#### [PROBLEM TO SOLVE]
Only the text belongs in the copy: repeat each record exactly, without pictures.

Start of MATERIAL PROVIDED

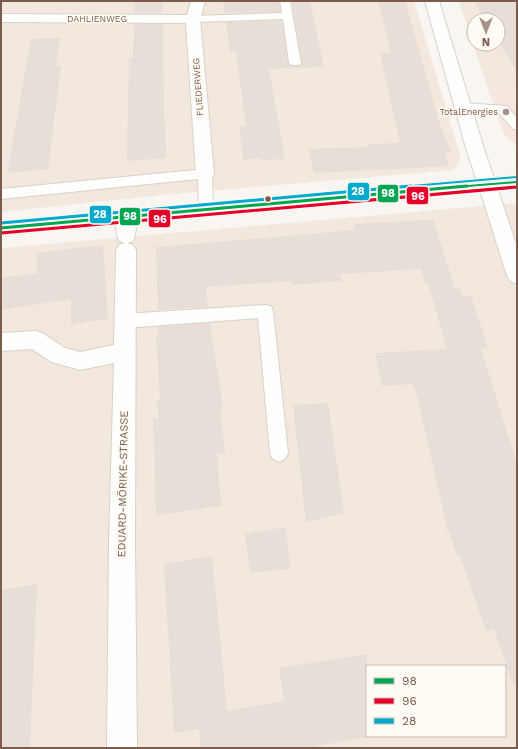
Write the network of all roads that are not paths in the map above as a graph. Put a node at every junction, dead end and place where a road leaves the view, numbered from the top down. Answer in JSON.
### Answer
{"nodes":[{"id":1,"x":198,"y":1,"type":"edge"},
{"id":2,"x":285,"y":1,"type":"edge"},
{"id":3,"x":432,"y":1,"type":"edge"},
{"id":4,"x":287,"y":16,"type":"junction"},
{"id":5,"x":1,"y":19,"type":"edge"},
{"id":6,"x":193,"y":19,"type":"junction"},
{"id":7,"x":295,"y":63,"type":"dead end"},
{"id":8,"x":463,"y":107,"type":"junction"},
{"id":9,"x":517,"y":126,"type":"edge"},
{"id":10,"x":205,"y":174,"type":"junction"},
{"id":11,"x":517,"y":182,"type":"edge"},
{"id":12,"x":487,"y":184,"type":"junction"},
{"id":13,"x":1,"y":194,"type":"edge"},
{"id":14,"x":206,"y":209,"type":"junction"},
{"id":15,"x":126,"y":216,"type":"junction"},
{"id":16,"x":1,"y":228,"type":"edge"},
{"id":17,"x":517,"y":276,"type":"edge"},
{"id":18,"x":124,"y":321,"type":"junction"},
{"id":19,"x":1,"y":342,"type":"edge"},
{"id":20,"x":125,"y":352,"type":"junction"},
{"id":21,"x":279,"y":453,"type":"dead end"},
{"id":22,"x":122,"y":748,"type":"edge"}],
"edges":[{"from":1,"to":6,"type":"street","name":"FLIEDERWEG"},
{"from":2,"to":4,"type":"lane"},
{"from":3,"to":8,"type":"street"},
{"from":4,"to":6,"type":"lane"},
{"from":4,"to":7,"type":"lane"},
{"from":5,"to":6,"type":"street","name":"DAHLIENWEG"},
{"from":6,"to":10,"type":"street","name":"FLIEDERWEG"},
{"from":8,"to":9,"type":"lane"},
{"from":8,"to":12,"type":"street"},
{"from":10,"to":13,"type":"lane"},
{"from":10,"to":14,"type":"lane"},
{"from":11,"to":12,"type":"main road"},
{"from":12,"to":14,"type":"main road"},
{"from":12,"to":17,"type":"street"},
{"from":14,"to":15,"type":"main road"},
{"from":15,"to":16,"type":"main road"},
{"from":15,"to":18,"type":"street","name":"EDUARD-MÖRIKE-STRASSE"},
{"from":18,"to":20,"type":"street","name":"EDUARD-MÖRIKE-STRASSE"},
{"from":18,"to":21,"type":"lane"},
{"from":19,"to":20,"type":"street"},
{"from":20,"to":22,"type":"street","name":"EDUARD-MÖRIKE-STRASSE"}]}
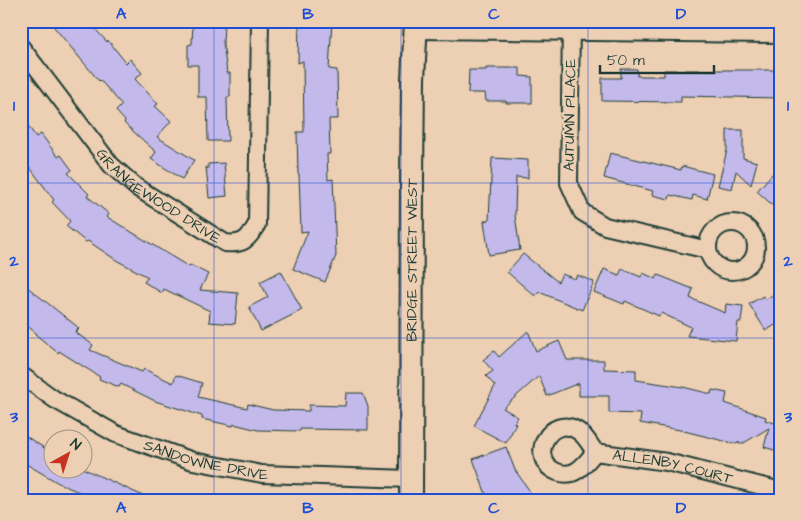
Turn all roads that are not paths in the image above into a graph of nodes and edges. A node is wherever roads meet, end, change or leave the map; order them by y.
1 (260, 21) edge
2 (416, 25) edge
3 (571, 27) edge
4 (760, 28) edge
5 (781, 34) edge
6 (21, 47) edge
7 (708, 250) dead end
8 (21, 374) edge
9 (595, 452) dead end
10 (411, 490) edge
11 (781, 491) edge

1 - 6 street, GRANGEWOOD DRIVE
2 - 3 street
2 - 10 main road, BRIDGE STREET WEST
3 - 4 street
3 - 7 street, AUTUMN PLACE
4 - 5 street
8 - 10 street, SANDOWNE DRIVE
9 - 11 street, ALLENBY COURT

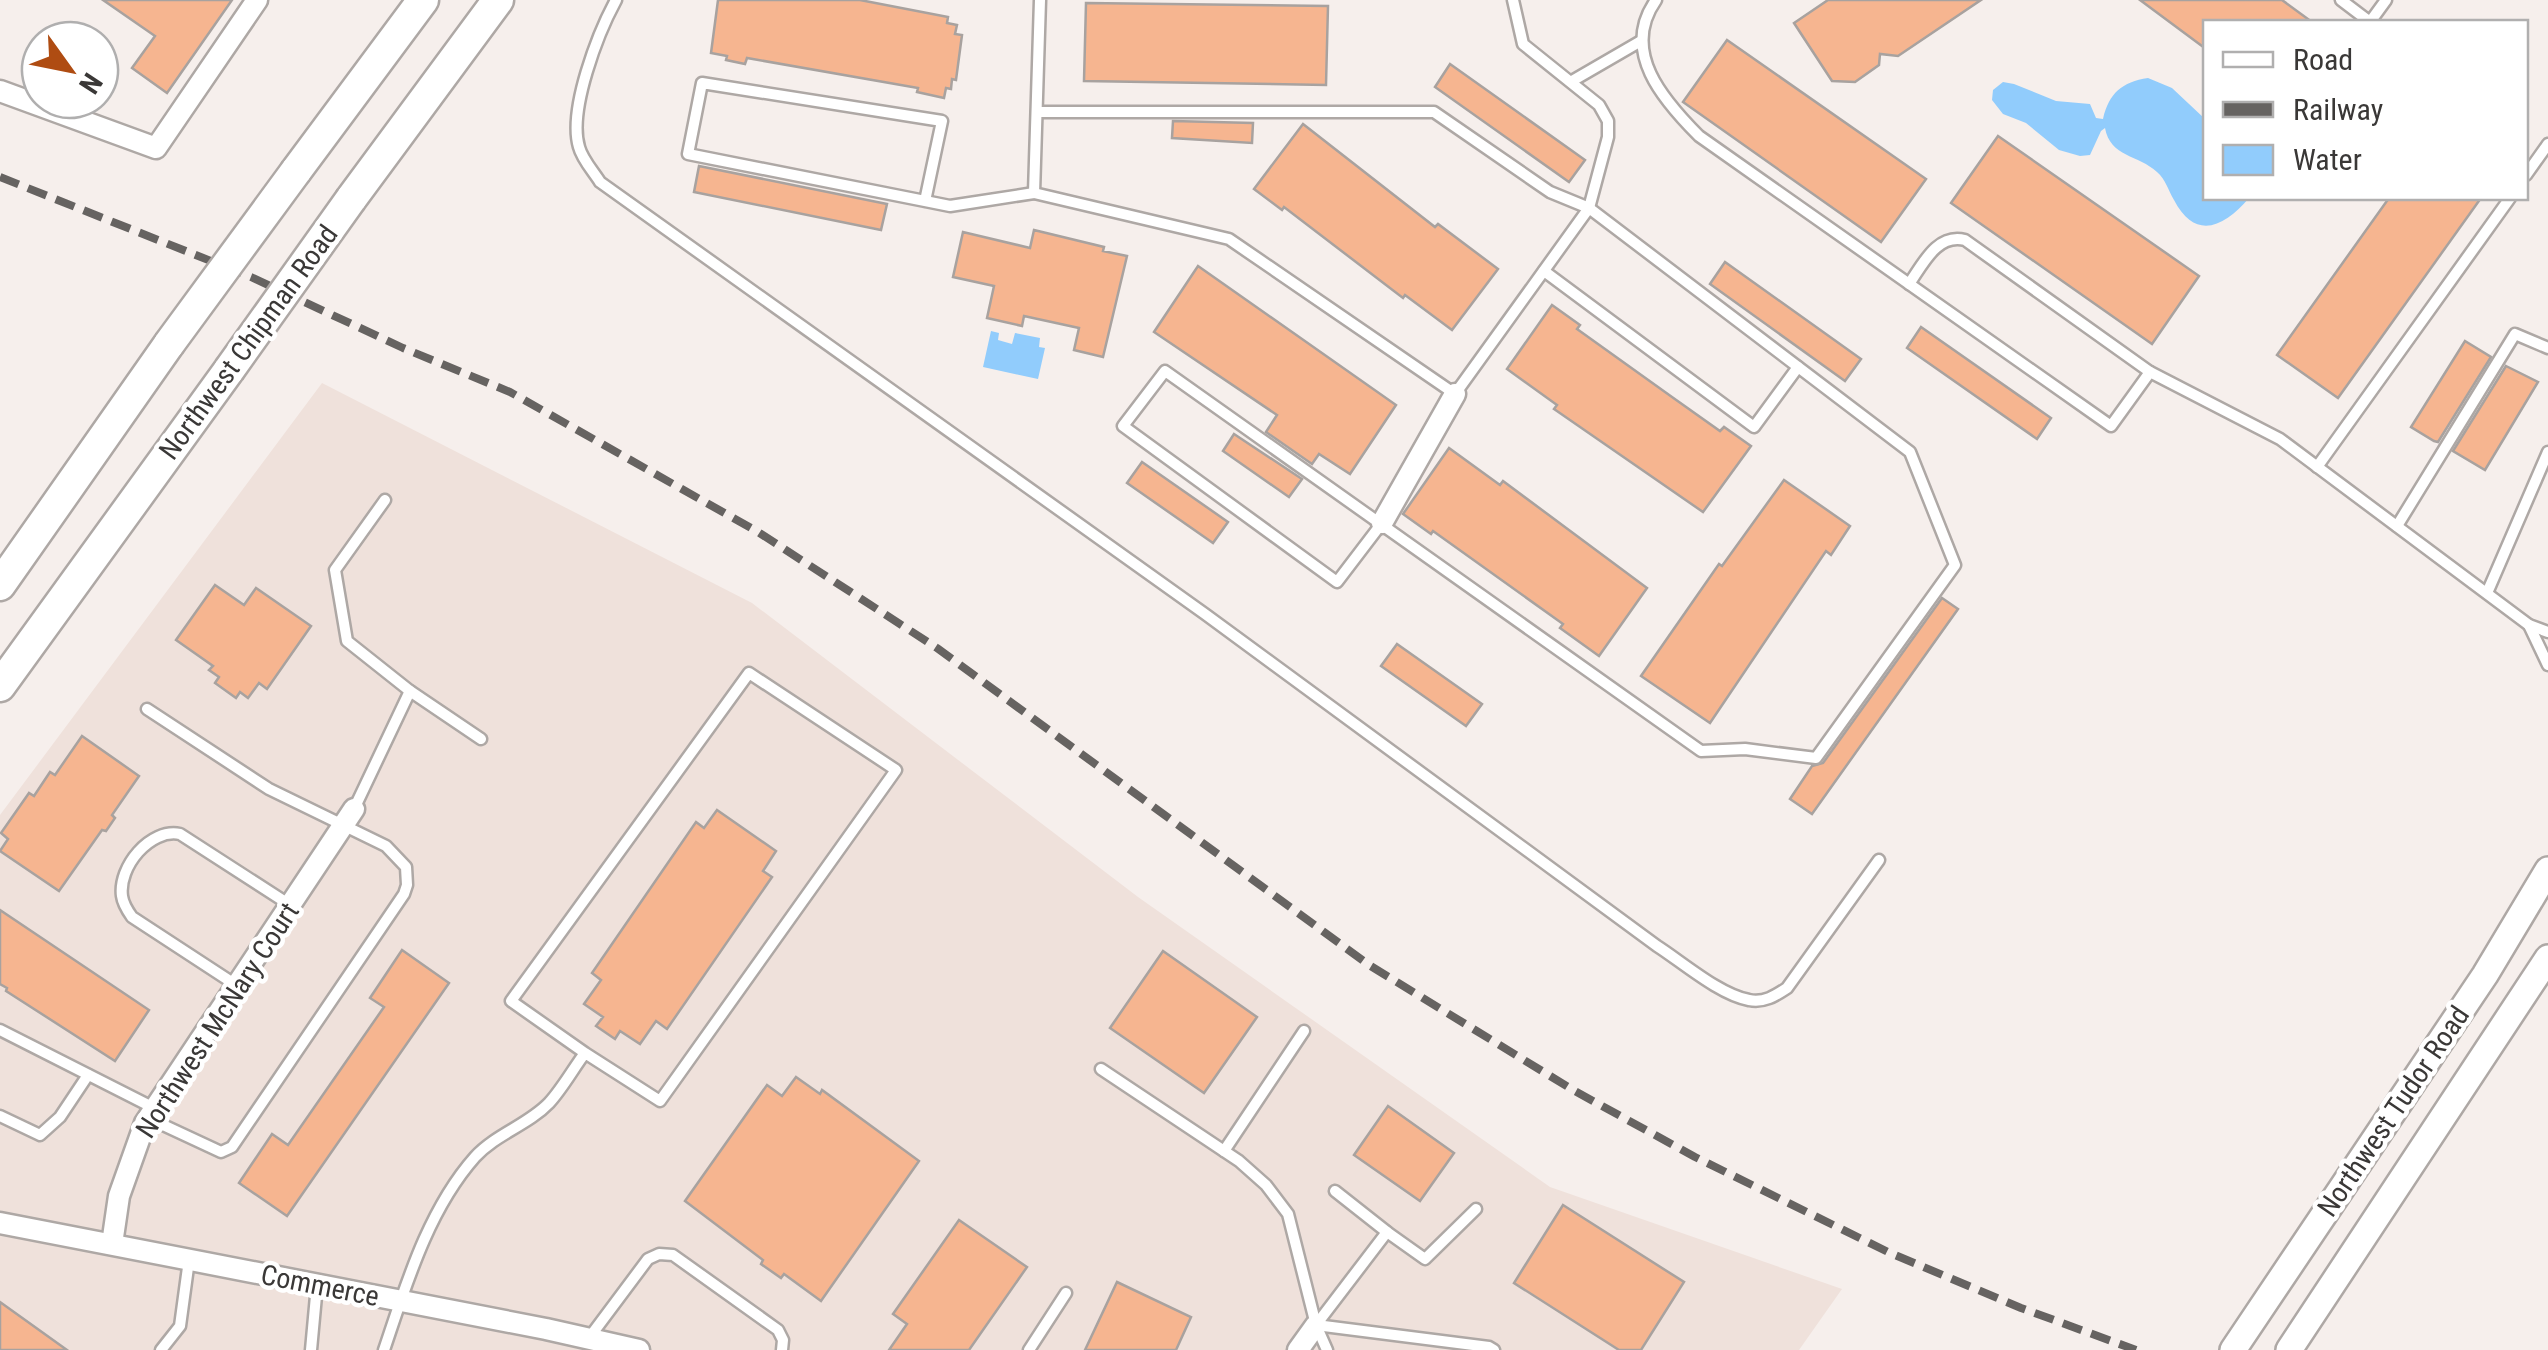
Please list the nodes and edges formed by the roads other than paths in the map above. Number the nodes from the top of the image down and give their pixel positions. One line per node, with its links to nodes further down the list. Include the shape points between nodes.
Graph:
1 (257, 0): 12 (street, via 156,148)
2 (423, 0): 31 (main road, bridge)
3 (498, 0): 36 (main road, Northwest Chipman Road, bridge)
4 (616, 0): 41 (lane, via 576,113 579,149 600,182 1657,946 1726,991 1770,999 1787,988)
5 (1040, 0): 13 (lane)
6 (1512, 0): 11 (lane, via 1524,44)
7 (1656, 0): 10 (lane)
8 (2341, 0): 9 (lane)
9 (2367, 20)
10 (1641, 41): 11 (lane); 21 (lane, via 1651,80 1698,136)
11 (1572, 81): 19 (lane, via 1608,121)
12 (0, 91)
13 (1036, 112): 16 (lane); 19 (lane, via 1434,112 1550,192)
14 (2548, 144): 15 (lane)
15 (2528, 173)
16 (1034, 193): 18 (lane, via 950,206); 25 (lane, via 1229,239)
17 (2509, 200): 27 (lane)
18 (925, 201): 18 (lane, via 688,154 702,83 942,121)
19 (1589, 208): 20 (lane); 23 (lane)
20 (1544, 271): 23 (lane, via 1754,427); 25 (lane)
21 (1909, 284): 24 (lane, via 1943,240 1965,240); 24 (lane, via 2112,426)
22 (2548, 348): 30 (lane, via 2514,334)
23 (1798, 367): 29 (lane, via 1910,452 1956,564 1816,758 1701,751)
24 (2150, 372): 27 (lane, via 2280,438)
25 (1455, 394): 29 (street)
26 (2548, 452): 32 (lane)
27 (2318, 467): 30 (lane)
28 (385, 500): 37 (lane, via 335,570 346,641)
29 (1382, 524): 29 (lane, via 1165,371 1123,426 1338,582)
30 (2396, 526): 32 (lane)
31 (3, 575)
32 (2486, 594): 33 (lane)
33 (2528, 624): 34 (lane); 35 (lane)
34 (2548, 632)
35 (2548, 666)
36 (0, 686)
37 (410, 692): 39 (lane); 40 (lane)
38 (147, 709): 40 (lane, via 269,790)
39 (481, 739)
40 (349, 818): 43 (street, Northwest McNary Court); 51 (lane, via 402,860 408,875 404,894 232,1147 221,1152)
41 (1880, 860)
42 (2548, 870): 75 (street, Northwest Tudor Road)
43 (290, 906): 45 (street, Northwest McNary Court); 45 (lane, via 180,834 158,835 129,867 121,891 132,917)
44 (2548, 958): 65 (street, Northwest Tudor Road)
45 (236, 986): 51 (street, Northwest McNary Court)
46 (0, 1030): 50 (lane)
47 (1304, 1030): 53 (lane)
48 (584, 1053): 48 (lane, via 660,1101 896,770 750,673 511,1001); 62 (lane, via 548,1105 476,1156 442,1205)
49 (1101, 1069): 53 (lane)
50 (88, 1075): 51 (lane); 52 (lane, via 40,1135)
51 (151, 1113): 58 (street, Northwest McNary Court, via 119,1196)
52 (0, 1116)
53 (1224, 1151): 63 (lane, via 1266,1185 1288,1214)
54 (1335, 1192): 57 (lane)
55 (1476, 1209): 57 (lane, via 1424,1259)
56 (0, 1223): 58 (street, Commerce)
57 (1386, 1232): 63 (lane)
58 (112, 1244): 59 (street, Commerce)
59 (190, 1260): 60 (street, Commerce); 66 (lane, via 180,1326)
60 (318, 1284): 62 (street, Commerce); 67 (lane)
61 (1066, 1294): 71 (lane)
62 (400, 1301): 64 (street, Commerce); 68 (lane)
63 (1316, 1324): 72 (street); 73 (lane); 74 (lane)
64 (589, 1338): 69 (street, Commerce); 70 (lane, via 659,1254 673,1255 778,1330)
65 (2296, 1340)
66 (161, 1350)
67 (311, 1350)
68 (384, 1350)
69 (639, 1350)
70 (782, 1350)
71 (1029, 1350)
72 (1298, 1350)
73 (1327, 1350)
74 (1494, 1350)
75 (2233, 1350)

End of MATERIAL PROVIDED

#### [SOLUTION TO THIS EXERCISE]
Write the network of all roads that are not paths in the map above as a graph. Put a node at every junction, dead end and place where a road leaves the view, numbered from the top down. Answer in JSON.
### Answer
{"nodes":[{"id":1,"x":198,"y":1,"type":"edge"},
{"id":2,"x":285,"y":1,"type":"edge"},
{"id":3,"x":432,"y":1,"type":"edge"},
{"id":4,"x":287,"y":16,"type":"junction"},
{"id":5,"x":1,"y":19,"type":"edge"},
{"id":6,"x":193,"y":19,"type":"junction"},
{"id":7,"x":295,"y":63,"type":"dead end"},
{"id":8,"x":463,"y":107,"type":"junction"},
{"id":9,"x":517,"y":126,"type":"edge"},
{"id":10,"x":205,"y":174,"type":"junction"},
{"id":11,"x":517,"y":182,"type":"edge"},
{"id":12,"x":487,"y":184,"type":"junction"},
{"id":13,"x":1,"y":194,"type":"edge"},
{"id":14,"x":206,"y":209,"type":"junction"},
{"id":15,"x":126,"y":216,"type":"junction"},
{"id":16,"x":1,"y":228,"type":"edge"},
{"id":17,"x":517,"y":276,"type":"edge"},
{"id":18,"x":124,"y":321,"type":"junction"},
{"id":19,"x":1,"y":342,"type":"edge"},
{"id":20,"x":125,"y":352,"type":"junction"},
{"id":21,"x":279,"y":453,"type":"dead end"},
{"id":22,"x":122,"y":748,"type":"edge"}],
"edges":[{"from":1,"to":6,"type":"street","name":"FLIEDERWEG"},
{"from":2,"to":4,"type":"lane"},
{"from":3,"to":8,"type":"street"},
{"from":4,"to":6,"type":"lane"},
{"from":4,"to":7,"type":"lane"},
{"from":5,"to":6,"type":"street","name":"DAHLIENWEG"},
{"from":6,"to":10,"type":"street","name":"FLIEDERWEG"},
{"from":8,"to":9,"type":"lane"},
{"from":8,"to":12,"type":"street"},
{"from":10,"to":13,"type":"lane"},
{"from":10,"to":14,"type":"lane"},
{"from":11,"to":12,"type":"main road"},
{"from":12,"to":14,"type":"main road"},
{"from":12,"to":17,"type":"street"},
{"from":14,"to":15,"type":"main road"},
{"from":15,"to":16,"type":"main road"},
{"from":15,"to":18,"type":"street","name":"EDUARD-MÖRIKE-STRASSE"},
{"from":18,"to":20,"type":"street","name":"EDUARD-MÖRIKE-STRASSE"},
{"from":18,"to":21,"type":"lane"},
{"from":19,"to":20,"type":"street"},
{"from":20,"to":22,"type":"street","name":"EDUARD-MÖRIKE-STRASSE"}]}
Turn all roads that are not paths in the image above into a graph of nodes and edges. A node is wherever roads meet, end, change or leave the map; order them by y.
1 (260, 21) edge
2 (416, 25) edge
3 (571, 27) edge
4 (760, 28) edge
5 (781, 34) edge
6 (21, 47) edge
7 (708, 250) dead end
8 (21, 374) edge
9 (595, 452) dead end
10 (411, 490) edge
11 (781, 491) edge

1 - 6 street, GRANGEWOOD DRIVE
2 - 3 street
2 - 10 main road, BRIDGE STREET WEST
3 - 4 street
3 - 7 street, AUTUMN PLACE
4 - 5 street
8 - 10 street, SANDOWNE DRIVE
9 - 11 street, ALLENBY COURT

Please list the nodes and edges formed by the roads other than paths in the map above. Number the nodes from the top of the image down and give their pixel positions. One line per node, with its links to nodes further down the list. Include the shape points between nodes.
Graph:
1 (257, 0): 12 (street, via 156,148)
2 (423, 0): 31 (main road, bridge)
3 (498, 0): 36 (main road, Northwest Chipman Road, bridge)
4 (616, 0): 41 (lane, via 576,113 579,149 600,182 1657,946 1726,991 1770,999 1787,988)
5 (1040, 0): 13 (lane)
6 (1512, 0): 11 (lane, via 1524,44)
7 (1656, 0): 10 (lane)
8 (2341, 0): 9 (lane)
9 (2367, 20)
10 (1641, 41): 11 (lane); 21 (lane, via 1651,80 1698,136)
11 (1572, 81): 19 (lane, via 1608,121)
12 (0, 91)
13 (1036, 112): 16 (lane); 19 (lane, via 1434,112 1550,192)
14 (2548, 144): 15 (lane)
15 (2528, 173)
16 (1034, 193): 18 (lane, via 950,206); 25 (lane, via 1229,239)
17 (2509, 200): 27 (lane)
18 (925, 201): 18 (lane, via 688,154 702,83 942,121)
19 (1589, 208): 20 (lane); 23 (lane)
20 (1544, 271): 23 (lane, via 1754,427); 25 (lane)
21 (1909, 284): 24 (lane, via 1943,240 1965,240); 24 (lane, via 2112,426)
22 (2548, 348): 30 (lane, via 2514,334)
23 (1798, 367): 29 (lane, via 1910,452 1956,564 1816,758 1701,751)
24 (2150, 372): 27 (lane, via 2280,438)
25 (1455, 394): 29 (street)
26 (2548, 452): 32 (lane)
27 (2318, 467): 30 (lane)
28 (385, 500): 37 (lane, via 335,570 346,641)
29 (1382, 524): 29 (lane, via 1165,371 1123,426 1338,582)
30 (2396, 526): 32 (lane)
31 (3, 575)
32 (2486, 594): 33 (lane)
33 (2528, 624): 34 (lane); 35 (lane)
34 (2548, 632)
35 (2548, 666)
36 (0, 686)
37 (410, 692): 39 (lane); 40 (lane)
38 (147, 709): 40 (lane, via 269,790)
39 (481, 739)
40 (349, 818): 43 (street, Northwest McNary Court); 51 (lane, via 402,860 408,875 404,894 232,1147 221,1152)
41 (1880, 860)
42 (2548, 870): 75 (street, Northwest Tudor Road)
43 (290, 906): 45 (street, Northwest McNary Court); 45 (lane, via 180,834 158,835 129,867 121,891 132,917)
44 (2548, 958): 65 (street, Northwest Tudor Road)
45 (236, 986): 51 (street, Northwest McNary Court)
46 (0, 1030): 50 (lane)
47 (1304, 1030): 53 (lane)
48 (584, 1053): 48 (lane, via 660,1101 896,770 750,673 511,1001); 62 (lane, via 548,1105 476,1156 442,1205)
49 (1101, 1069): 53 (lane)
50 (88, 1075): 51 (lane); 52 (lane, via 40,1135)
51 (151, 1113): 58 (street, Northwest McNary Court, via 119,1196)
52 (0, 1116)
53 (1224, 1151): 63 (lane, via 1266,1185 1288,1214)
54 (1335, 1192): 57 (lane)
55 (1476, 1209): 57 (lane, via 1424,1259)
56 (0, 1223): 58 (street, Commerce)
57 (1386, 1232): 63 (lane)
58 (112, 1244): 59 (street, Commerce)
59 (190, 1260): 60 (street, Commerce); 66 (lane, via 180,1326)
60 (318, 1284): 62 (street, Commerce); 67 (lane)
61 (1066, 1294): 71 (lane)
62 (400, 1301): 64 (street, Commerce); 68 (lane)
63 (1316, 1324): 72 (street); 73 (lane); 74 (lane)
64 (589, 1338): 69 (street, Commerce); 70 (lane, via 659,1254 673,1255 778,1330)
65 (2296, 1340)
66 (161, 1350)
67 (311, 1350)
68 (384, 1350)
69 (639, 1350)
70 (782, 1350)
71 (1029, 1350)
72 (1298, 1350)
73 (1327, 1350)
74 (1494, 1350)
75 (2233, 1350)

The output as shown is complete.